Rapoport: Yeah, sure. But then if that is the case you can revert back to the affect oriented research and see what makes people knock each other over the head. That’s not where we’re at. The obvious necessary cause of wars of destruction is weapons. One need not look further. However, I do look to peace research to find ways and means of making people more aware of these problems. So the most important product of peace research is material for peace education. Take the recent findings about the nuclear winter. That was certainly a product of research. It provides the wherewithal to go to the people and say, “This is what nuclear war will be. It will spare nobody. No matter who your leaders tell you will “prevail,” nobody is going to survive a nuclear war.

I think one of the most significant pieces of peace research that was ever done was done by the Pentagon. It was the Pentagon Papers. Of course, the value of it was the fact that it was published. It. was not supposed to be published. But now that the decision processes that resulted in the Vietnam war are revealed, this is fuel for peace education.

TPC: Yes, a case study.

Rapoport: The most important product of peace research is peace education. Take the study that I showed you the other day — the young man who studied the military related research in Canadian universities: That’s a piece of research, right?

TPC: Yes.

Rapoport: It should be used in peace education. People should know how war-serving science has been incorporated in universities.

TPC: Exactly. Okay, how soon do you expect to have our peace studies programme going?

Rapoport: As soon as funding is available.

TPC: So we’ll soon have undergraduates majoring, getting a degree in peace studies?

Rapoport: Uh huh. I would hope also for a doctoral programme.

TPC: Good, but, tell me, what can graduates do with a degree in peace studies?

Rapoport: It seems facetious to say this, but I mean it in all seriousness. One of the functions of being educated is to teach others. An important task of a competent sociologist is to train other people to be competent sociologists. The more people we have who are competent in sociology, the better society could we have. It is important to be knowledgeable in these things. What good is a musician? Performers are dime a dozen. A good solid musician also teaches others, and when one becomes knowledgeable and appreciative of music, it makes for a better life.

I take simply the point of view that an unexamined life is not worth living, as Socrates said. To examine life, you have to have knowledge. Now the peace studies could certainly revolve around solid pieces of knowledge: The history of militarism. The history of pacifism. The changing nature of war.
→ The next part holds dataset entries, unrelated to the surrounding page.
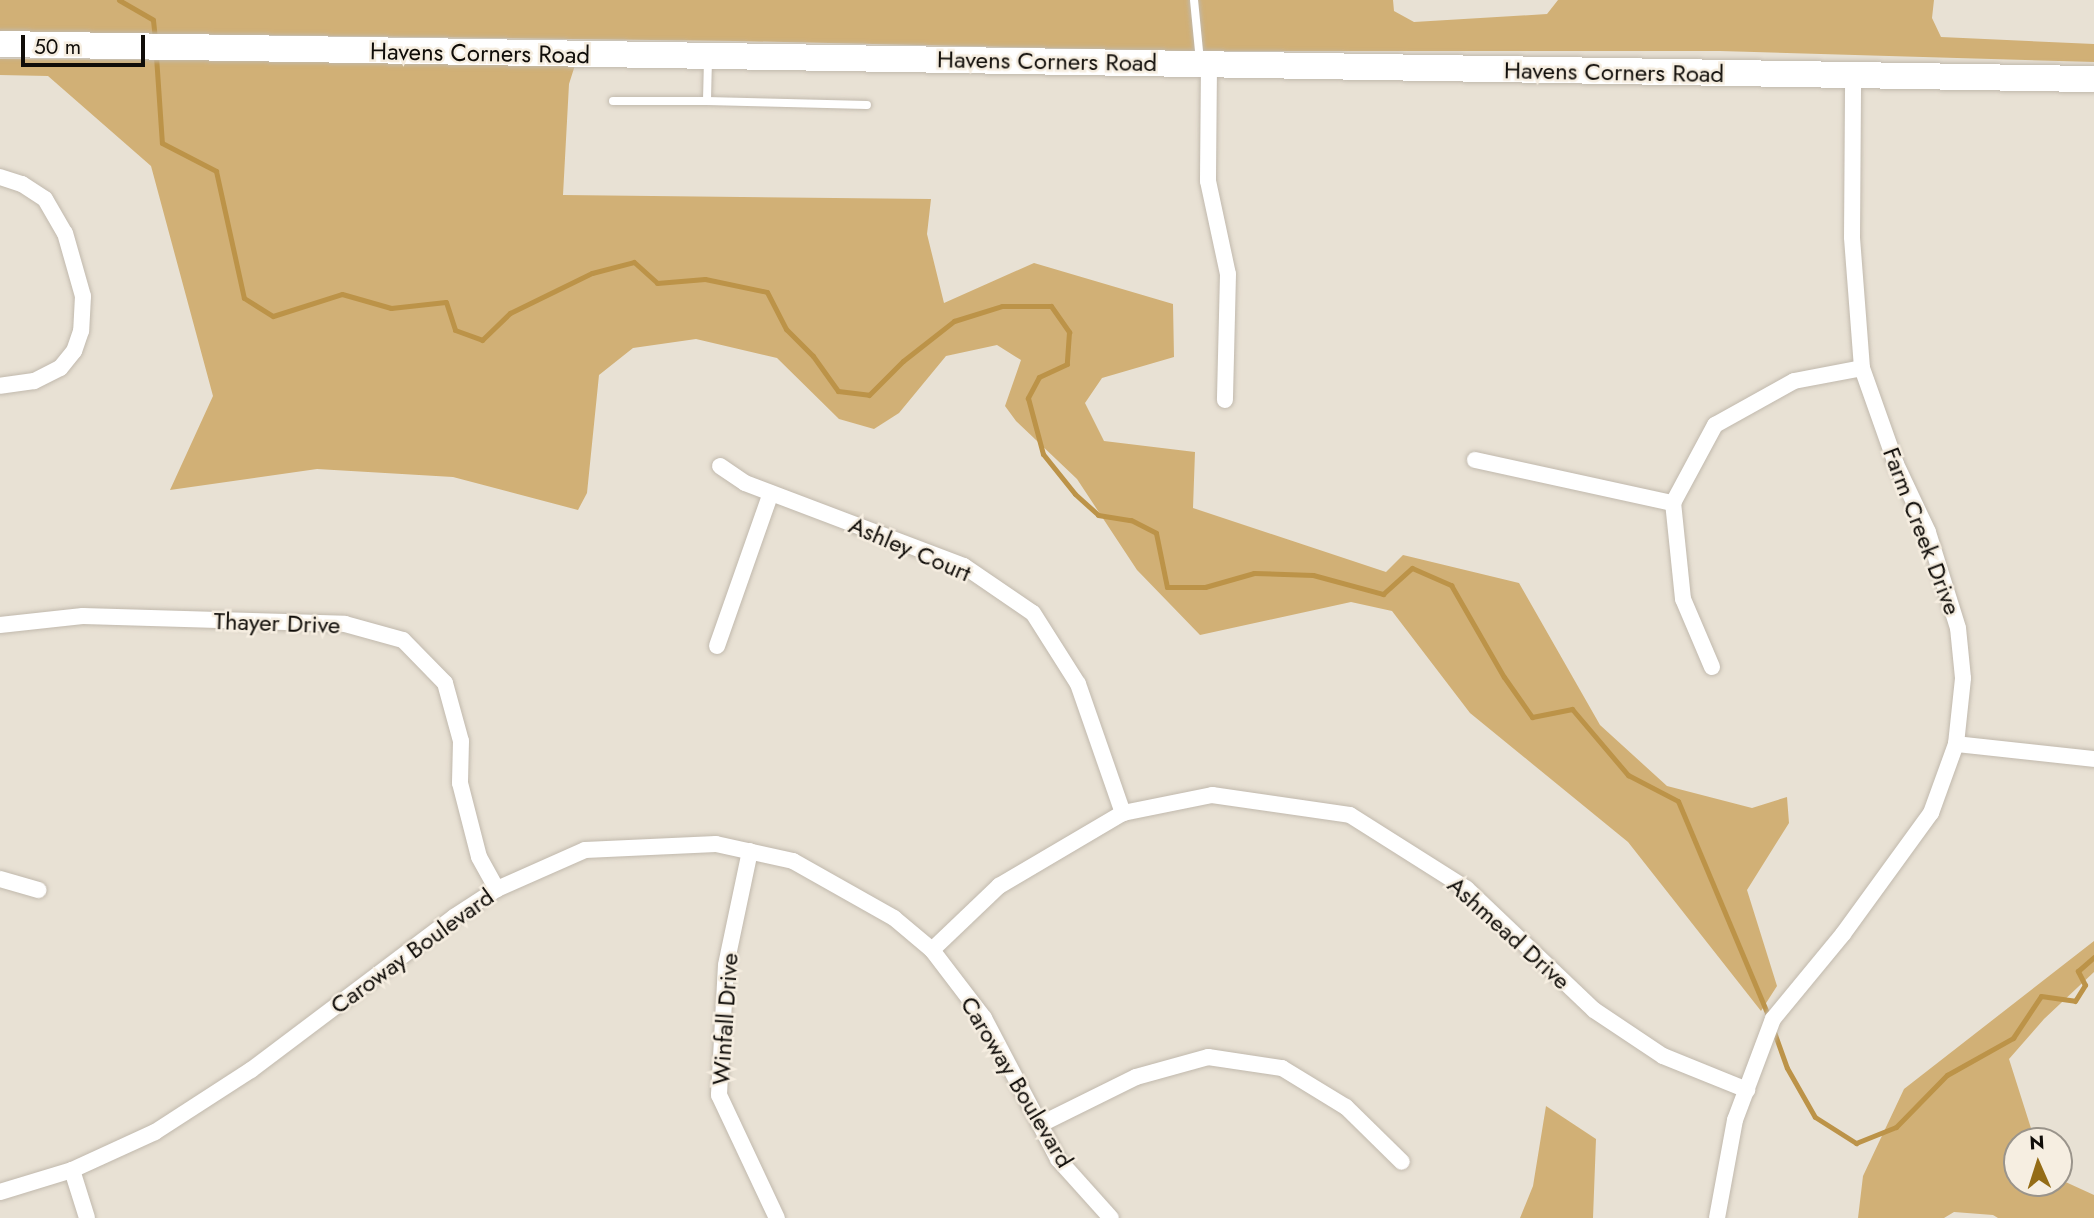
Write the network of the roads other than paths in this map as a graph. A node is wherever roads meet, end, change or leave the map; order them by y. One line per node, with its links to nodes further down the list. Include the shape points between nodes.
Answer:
1 (1194, 0): 4 (lane)
2 (0, 44): 3 (main road, Havens Corners Road)
3 (708, 56): 4 (main road, Havens Corners Road); 8 (lane)
4 (1205, 64): 5 (main road, Havens Corners Road); 13 (street, via 1208,181 1228,274)
5 (1853, 76): 6 (main road, Havens Corners Road); 11 (street, Farm Creek Drive, via 1852,237)
6 (2094, 79)
7 (613, 101): 8 (lane)
8 (707, 101): 9 (lane)
9 (867, 105)
10 (0, 177): 12 (street, via 45,199 65,233 83,296 81,331 74,351 60,368 34,381)
11 (1862, 368): 17 (street, via 1794,381 1716,425); 21 (street, Farm Creek Drive, via 1896,464 1928,532 1958,628 1963,678)
12 (0, 386)
13 (1225, 400)
14 (1475, 460): 17 (street)
15 (720, 466): 16 (street, Ashley Court)
16 (771, 493): 19 (street); 23 (street, Ashley Court, via 964,566 1033,613 1077,684)
17 (1673, 503): 20 (street, via 1683,599)
18 (0, 625): 26 (street, Thayer Drive, via 83,617 345,624 403,640 445,683 461,741 460,783 479,857)
19 (717, 646)
20 (1712, 667)
21 (1956, 744): 22 (street); 29 (street, Farm Creek Drive, via 1931,813 1843,934 1773,1019)
22 (2094, 759)
23 (1122, 813): 28 (street, Ashmead Drive, via 999,886); 29 (street, Ashmead Drive, via 1212,795 1350,815 1467,888 1594,1010 1663,1056)
24 (750, 851): 26 (street, Caroway Boulevard, via 716,844 585,850); 28 (street, Caroway Boulevard, via 793,861 894,918); 35 (street, Winfall Drive, via 726,965 719,1095)
25 (0, 878): 27 (street)
26 (497, 889): 32 (street, Caroway Boulevard, via 251,1070 155,1132)
27 (38, 890)
28 (932, 950): 30 (street, Caroway Boulevard, via 984,1018)
29 (1746, 1090): 37 (street, Farm Creek Drive, via 1735,1120)
30 (1041, 1124): 31 (street, via 1136,1077 1208,1057 1282,1068 1346,1107); 36 (street, Caroway Boulevard, via 1058,1159)
31 (1402, 1162)
32 (72, 1170): 33 (street, Caroway Boulevard); 34 (street)
33 (0, 1192)
34 (88, 1218)
35 (777, 1218)
36 (1111, 1218)
37 (1717, 1218)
The changing nature of war strategy, if you will. How the military science affects the other components of society. All of these matters belong to peace studies.

On the affect side, how does ethnic prejudice arise? How does it propagate? How does it spread? What are its results? What are the dynamics of communal warfare where hundreds of thousands of people are killed? Investigation of all these questions belongs to peace studies.

You are talking about getting a job. Somebody with a degree in peace studies should get a job teaching peace studies.

TPC: I would hope they would also be involved in the government, because it seems to me that that’s where they are really needed.

Rapoport: Yes, that is what I would fervently hope for. Except that this hope is very dim. It might come to that, though. After all, they do hire psychologists and historians in government. They might also hire peace specialists.